Следует указать еще на один пункт, который кажется мне особенно важным. В «Фаусте», в «Парсифале» Вагнера, у Шопенгауэра и даже в «Заратустре» Ницше — разрешение проблемы имеет религиозный характер. Не удивительно поэтому, что и Шпиттелер вынужден обратиться к религиозному пониманию проблемы. Если какая-нибудь проблема понимается «религиозно», то, психологически говоря, это означает: «очень значительно», «особенно ценно», «применительно к человеку в его целом», следовательно и к его бессознательному (Царство Божие, потусторонний мир и т. д.). У Шпиттелера религиозная форма имеет даже прямо-таки чрезмерную плодотворность, причем специально религиозное теряет, конечно, в смысле глубины, но зато выигрывает в смысле мифологического богатства, архаизма и, следовательно, проспективной символики. Нагроможденные мифологические сплетения увеличивают неясность в постановке и разрешении проблемы и делают произведение Шпиттелера труднодоступным. Все то темное, причудливое и безвкусное, что всегда бывает присуще мифологической нагроможденности, затрудняет эмпатию, изолирует этим смысл поэтического произведения и придает целому несколько неприятный привкус той оригинальности, которую можно отличить от психической ненормальности лишь благодаря проявляющемуся в иных местах опасливо-заботливому приспособлению.

Мифологическое нагромождение, несмотря на всю свою утомительность и безвкусность, имеет все же одно преимущество, именно то, что символ может в нем развиваться, но, впрочем, в столь бессознательной форме, что сознательное остроумие поэта нигде не может помочь выражению смысла и обслуживает исключительно и всецело мифологическое нагромождение и облечение его в пластические образы. Поэтическое произведение Шпиттелера отличается от «Фауста», так же как и от «Заратустры», именно тем, что там сознание поэта принимало большее участие при создании смысла символа и вследствие этого мифологическое нагромождение в «Фаусте» и идейное нагромождение в «Заратустре» оказывалось оттесненным на второй план в интересах искомого разрешения. Вот почему и «Фауст», и «Заратустра» эстетически стоят гораздо выше шпиттелеровского «Прометея». Зато последний правдивее как сравнительно верное отображение действительных процессов в коллективном бессознательном.

И «Фауст», и «Заратустра» в высокой степени помогают индивидуальному преодолению данной проблемы; напротив, поэма Шпиттелера «Прометей и Эпиметей» открывает более широкий доступ к постижению проблемы и ее коллективных выявлений, и притом именно благодаря мифологическому нагромождению, поддержанному всеми возможными средствами.
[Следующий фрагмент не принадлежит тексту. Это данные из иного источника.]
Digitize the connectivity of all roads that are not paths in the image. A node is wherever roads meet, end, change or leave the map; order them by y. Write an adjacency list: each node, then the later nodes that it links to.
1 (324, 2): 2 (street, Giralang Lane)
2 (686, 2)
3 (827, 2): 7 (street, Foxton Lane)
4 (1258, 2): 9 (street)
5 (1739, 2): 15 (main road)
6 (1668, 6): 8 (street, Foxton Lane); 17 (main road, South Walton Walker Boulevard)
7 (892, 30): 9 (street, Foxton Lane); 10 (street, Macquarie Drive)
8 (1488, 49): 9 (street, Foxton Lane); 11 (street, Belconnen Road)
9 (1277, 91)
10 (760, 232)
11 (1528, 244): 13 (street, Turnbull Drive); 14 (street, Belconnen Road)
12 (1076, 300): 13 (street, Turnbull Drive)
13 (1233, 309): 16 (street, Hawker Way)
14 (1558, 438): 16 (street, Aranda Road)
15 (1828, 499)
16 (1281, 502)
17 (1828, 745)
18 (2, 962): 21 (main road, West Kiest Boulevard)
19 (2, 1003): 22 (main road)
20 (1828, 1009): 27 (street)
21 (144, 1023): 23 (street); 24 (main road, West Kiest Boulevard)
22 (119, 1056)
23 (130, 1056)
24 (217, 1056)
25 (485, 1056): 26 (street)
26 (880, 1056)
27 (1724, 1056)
По существу, произведенное Шпиттелером обнаружение бессознательных религиозных содержаний приводит прежде всего к познанию символа богообновления, который потом пространно раскрывается в «Олимпийской Весне». Этот символ оказывается теснейше связанным с противоположностью типов и функций и, очевидно, имеет значение попытки разрешить проблему в форме обновления общей установки, что на языке бессознательного выражается как обновление бога. Богообновление есть обычный, исконный образ, который, так сказать, встречается повсюду; укажу хотя бы на всю совокупность образов умирающего и воскресающего бога и на все его примитивные стадии, вплоть до обновляющего заряжения фетишей и шуринг магической силой. Этот образ выражает, что установка изменилась и что от этого наступило новое напряжение энергии, новая возможность жизненных проявлений, новая плодовитость. Последняя аналогия объявляет многократно доказанную связь между богообновлением, с одной стороны, и сменой времен года и наступлением роста — с другой. Конечно, существует склонность объяснять при помощи этих аналогий все мифы, связанные с временами года, с произрастанием, а также астральные и лунные мифы. Но при этом совершенно забывают, что миф, как и все психическое, не может быть обусловлен только внешним событием. Психическое привносит и свои собственные внутренние условия, так что с тем же правом можно было бы утверждать, что миф имеет чисто психологическую природу и пользуется данными метеорологических или астрономических процессов лишь как материалом для выражения. Произвольность и нелепость многих примитивных мифических утверждений делает такой способ объяснения более подходящим, чем всякий другой.